= Beginning of Section =

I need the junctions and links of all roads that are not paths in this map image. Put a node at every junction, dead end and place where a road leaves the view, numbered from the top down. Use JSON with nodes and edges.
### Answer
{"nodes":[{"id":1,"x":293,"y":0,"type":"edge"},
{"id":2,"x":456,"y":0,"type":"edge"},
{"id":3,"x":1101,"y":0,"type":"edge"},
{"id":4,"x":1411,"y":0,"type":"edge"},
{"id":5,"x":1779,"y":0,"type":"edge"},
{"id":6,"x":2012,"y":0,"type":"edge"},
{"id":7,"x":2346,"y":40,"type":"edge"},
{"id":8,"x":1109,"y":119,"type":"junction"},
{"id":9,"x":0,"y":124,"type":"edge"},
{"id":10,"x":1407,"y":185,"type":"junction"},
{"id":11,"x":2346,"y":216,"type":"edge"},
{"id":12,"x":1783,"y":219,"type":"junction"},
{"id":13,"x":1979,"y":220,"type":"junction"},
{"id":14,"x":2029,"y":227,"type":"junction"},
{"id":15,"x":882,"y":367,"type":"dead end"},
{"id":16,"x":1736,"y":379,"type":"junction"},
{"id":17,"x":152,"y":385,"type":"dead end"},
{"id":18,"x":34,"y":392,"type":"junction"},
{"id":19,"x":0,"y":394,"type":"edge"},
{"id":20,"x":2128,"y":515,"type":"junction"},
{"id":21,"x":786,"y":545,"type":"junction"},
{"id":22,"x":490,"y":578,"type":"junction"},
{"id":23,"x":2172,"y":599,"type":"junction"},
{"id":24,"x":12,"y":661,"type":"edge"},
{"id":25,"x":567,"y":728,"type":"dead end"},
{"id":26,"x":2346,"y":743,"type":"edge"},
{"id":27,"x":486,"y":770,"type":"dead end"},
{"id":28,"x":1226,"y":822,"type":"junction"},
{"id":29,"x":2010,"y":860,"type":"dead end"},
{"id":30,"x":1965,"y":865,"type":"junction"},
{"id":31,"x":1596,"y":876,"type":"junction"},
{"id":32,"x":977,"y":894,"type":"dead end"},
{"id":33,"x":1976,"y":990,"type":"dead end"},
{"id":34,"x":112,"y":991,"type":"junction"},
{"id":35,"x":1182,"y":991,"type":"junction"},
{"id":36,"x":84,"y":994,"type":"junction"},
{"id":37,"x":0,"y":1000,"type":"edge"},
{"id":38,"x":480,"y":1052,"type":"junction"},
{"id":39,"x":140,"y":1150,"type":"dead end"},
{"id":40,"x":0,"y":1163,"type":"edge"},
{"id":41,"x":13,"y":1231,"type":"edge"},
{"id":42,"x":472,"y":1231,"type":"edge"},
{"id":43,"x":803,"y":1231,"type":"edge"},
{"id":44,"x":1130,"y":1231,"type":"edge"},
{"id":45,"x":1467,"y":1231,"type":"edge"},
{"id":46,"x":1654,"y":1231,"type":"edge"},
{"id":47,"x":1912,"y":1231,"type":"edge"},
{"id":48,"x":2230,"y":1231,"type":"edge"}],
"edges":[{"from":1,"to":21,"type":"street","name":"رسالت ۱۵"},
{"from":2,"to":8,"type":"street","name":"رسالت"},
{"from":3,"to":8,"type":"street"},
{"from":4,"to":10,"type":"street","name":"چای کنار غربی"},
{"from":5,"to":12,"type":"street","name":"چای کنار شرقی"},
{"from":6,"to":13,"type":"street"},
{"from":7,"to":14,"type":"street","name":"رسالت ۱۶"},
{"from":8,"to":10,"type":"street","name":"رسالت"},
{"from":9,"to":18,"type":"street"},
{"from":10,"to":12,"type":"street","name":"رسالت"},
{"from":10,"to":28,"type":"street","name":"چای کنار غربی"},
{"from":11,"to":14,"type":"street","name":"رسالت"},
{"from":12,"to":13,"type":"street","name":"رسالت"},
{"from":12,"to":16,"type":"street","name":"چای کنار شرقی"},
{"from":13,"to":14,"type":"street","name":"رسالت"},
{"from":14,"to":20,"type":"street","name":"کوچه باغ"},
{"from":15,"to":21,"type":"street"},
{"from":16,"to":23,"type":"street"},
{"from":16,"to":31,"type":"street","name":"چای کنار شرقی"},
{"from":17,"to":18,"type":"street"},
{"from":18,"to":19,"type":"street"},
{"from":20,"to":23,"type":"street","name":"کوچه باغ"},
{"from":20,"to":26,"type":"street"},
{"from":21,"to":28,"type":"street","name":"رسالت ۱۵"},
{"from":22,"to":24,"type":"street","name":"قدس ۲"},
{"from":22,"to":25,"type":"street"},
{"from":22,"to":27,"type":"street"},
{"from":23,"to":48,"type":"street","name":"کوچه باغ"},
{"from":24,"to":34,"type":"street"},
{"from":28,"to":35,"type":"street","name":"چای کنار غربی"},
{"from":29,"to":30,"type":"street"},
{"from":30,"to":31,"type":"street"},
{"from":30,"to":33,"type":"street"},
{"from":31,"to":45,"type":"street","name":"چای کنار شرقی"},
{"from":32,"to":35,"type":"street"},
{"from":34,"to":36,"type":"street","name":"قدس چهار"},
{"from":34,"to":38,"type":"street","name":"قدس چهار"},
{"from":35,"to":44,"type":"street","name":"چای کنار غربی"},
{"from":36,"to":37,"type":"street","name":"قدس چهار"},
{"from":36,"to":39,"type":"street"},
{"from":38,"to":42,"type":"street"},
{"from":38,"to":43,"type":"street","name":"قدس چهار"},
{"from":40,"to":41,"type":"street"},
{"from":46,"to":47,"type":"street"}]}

= End of Section =

▸ YOUR ASSIGNMENT
The entries shown above must be restated word for word.

▸ SOLUTION
I need the junctions and links of all roads that are not paths in this map image. Put a node at every junction, dead end and place where a road leaves the view, numbered from the top down. Use JSON with nodes and edges.
### Answer
{"nodes":[{"id":1,"x":293,"y":0,"type":"edge"},
{"id":2,"x":456,"y":0,"type":"edge"},
{"id":3,"x":1101,"y":0,"type":"edge"},
{"id":4,"x":1411,"y":0,"type":"edge"},
{"id":5,"x":1779,"y":0,"type":"edge"},
{"id":6,"x":2012,"y":0,"type":"edge"},
{"id":7,"x":2346,"y":40,"type":"edge"},
{"id":8,"x":1109,"y":119,"type":"junction"},
{"id":9,"x":0,"y":124,"type":"edge"},
{"id":10,"x":1407,"y":185,"type":"junction"},
{"id":11,"x":2346,"y":216,"type":"edge"},
{"id":12,"x":1783,"y":219,"type":"junction"},
{"id":13,"x":1979,"y":220,"type":"junction"},
{"id":14,"x":2029,"y":227,"type":"junction"},
{"id":15,"x":882,"y":367,"type":"dead end"},
{"id":16,"x":1736,"y":379,"type":"junction"},
{"id":17,"x":152,"y":385,"type":"dead end"},
{"id":18,"x":34,"y":392,"type":"junction"},
{"id":19,"x":0,"y":394,"type":"edge"},
{"id":20,"x":2128,"y":515,"type":"junction"},
{"id":21,"x":786,"y":545,"type":"junction"},
{"id":22,"x":490,"y":578,"type":"junction"},
{"id":23,"x":2172,"y":599,"type":"junction"},
{"id":24,"x":12,"y":661,"type":"edge"},
{"id":25,"x":567,"y":728,"type":"dead end"},
{"id":26,"x":2346,"y":743,"type":"edge"},
{"id":27,"x":486,"y":770,"type":"dead end"},
{"id":28,"x":1226,"y":822,"type":"junction"},
{"id":29,"x":2010,"y":860,"type":"dead end"},
{"id":30,"x":1965,"y":865,"type":"junction"},
{"id":31,"x":1596,"y":876,"type":"junction"},
{"id":32,"x":977,"y":894,"type":"dead end"},
{"id":33,"x":1976,"y":990,"type":"dead end"},
{"id":34,"x":112,"y":991,"type":"junction"},
{"id":35,"x":1182,"y":991,"type":"junction"},
{"id":36,"x":84,"y":994,"type":"junction"},
{"id":37,"x":0,"y":1000,"type":"edge"},
{"id":38,"x":480,"y":1052,"type":"junction"},
{"id":39,"x":140,"y":1150,"type":"dead end"},
{"id":40,"x":0,"y":1163,"type":"edge"},
{"id":41,"x":13,"y":1231,"type":"edge"},
{"id":42,"x":472,"y":1231,"type":"edge"},
{"id":43,"x":803,"y":1231,"type":"edge"},
{"id":44,"x":1130,"y":1231,"type":"edge"},
{"id":45,"x":1467,"y":1231,"type":"edge"},
{"id":46,"x":1654,"y":1231,"type":"edge"},
{"id":47,"x":1912,"y":1231,"type":"edge"},
{"id":48,"x":2230,"y":1231,"type":"edge"}],
"edges":[{"from":1,"to":21,"type":"street","name":"رسالت ۱۵"},
{"from":2,"to":8,"type":"street","name":"رسالت"},
{"from":3,"to":8,"type":"street"},
{"from":4,"to":10,"type":"street","name":"چای کنار غربی"},
{"from":5,"to":12,"type":"street","name":"چای کنار شرقی"},
{"from":6,"to":13,"type":"street"},
{"from":7,"to":14,"type":"street","name":"رسالت ۱۶"},
{"from":8,"to":10,"type":"street","name":"رسالت"},
{"from":9,"to":18,"type":"street"},
{"from":10,"to":12,"type":"street","name":"رسالت"},
{"from":10,"to":28,"type":"street","name":"چای کنار غربی"},
{"from":11,"to":14,"type":"street","name":"رسالت"},
{"from":12,"to":13,"type":"street","name":"رسالت"},
{"from":12,"to":16,"type":"street","name":"چای کنار شرقی"},
{"from":13,"to":14,"type":"street","name":"رسالت"},
{"from":14,"to":20,"type":"street","name":"کوچه باغ"},
{"from":15,"to":21,"type":"street"},
{"from":16,"to":23,"type":"street"},
{"from":16,"to":31,"type":"street","name":"چای کنار شرقی"},
{"from":17,"to":18,"type":"street"},
{"from":18,"to":19,"type":"street"},
{"from":20,"to":23,"type":"street","name":"کوچه باغ"},
{"from":20,"to":26,"type":"street"},
{"from":21,"to":28,"type":"street","name":"رسالت ۱۵"},
{"from":22,"to":24,"type":"street","name":"قدس ۲"},
{"from":22,"to":25,"type":"street"},
{"from":22,"to":27,"type":"street"},
{"from":23,"to":48,"type":"street","name":"کوچه باغ"},
{"from":24,"to":34,"type":"street"},
{"from":28,"to":35,"type":"street","name":"چای کنار غربی"},
{"from":29,"to":30,"type":"street"},
{"from":30,"to":31,"type":"street"},
{"from":30,"to":33,"type":"street"},
{"from":31,"to":45,"type":"street","name":"چای کنار شرقی"},
{"from":32,"to":35,"type":"street"},
{"from":34,"to":36,"type":"street","name":"قدس چهار"},
{"from":34,"to":38,"type":"street","name":"قدس چهار"},
{"from":35,"to":44,"type":"street","name":"چای کنار غربی"},
{"from":36,"to":37,"type":"street","name":"قدس چهار"},
{"from":36,"to":39,"type":"street"},
{"from":38,"to":42,"type":"street"},
{"from":38,"to":43,"type":"street","name":"قدس چهار"},
{"from":40,"to":41,"type":"street"},
{"from":46,"to":47,"type":"street"}]}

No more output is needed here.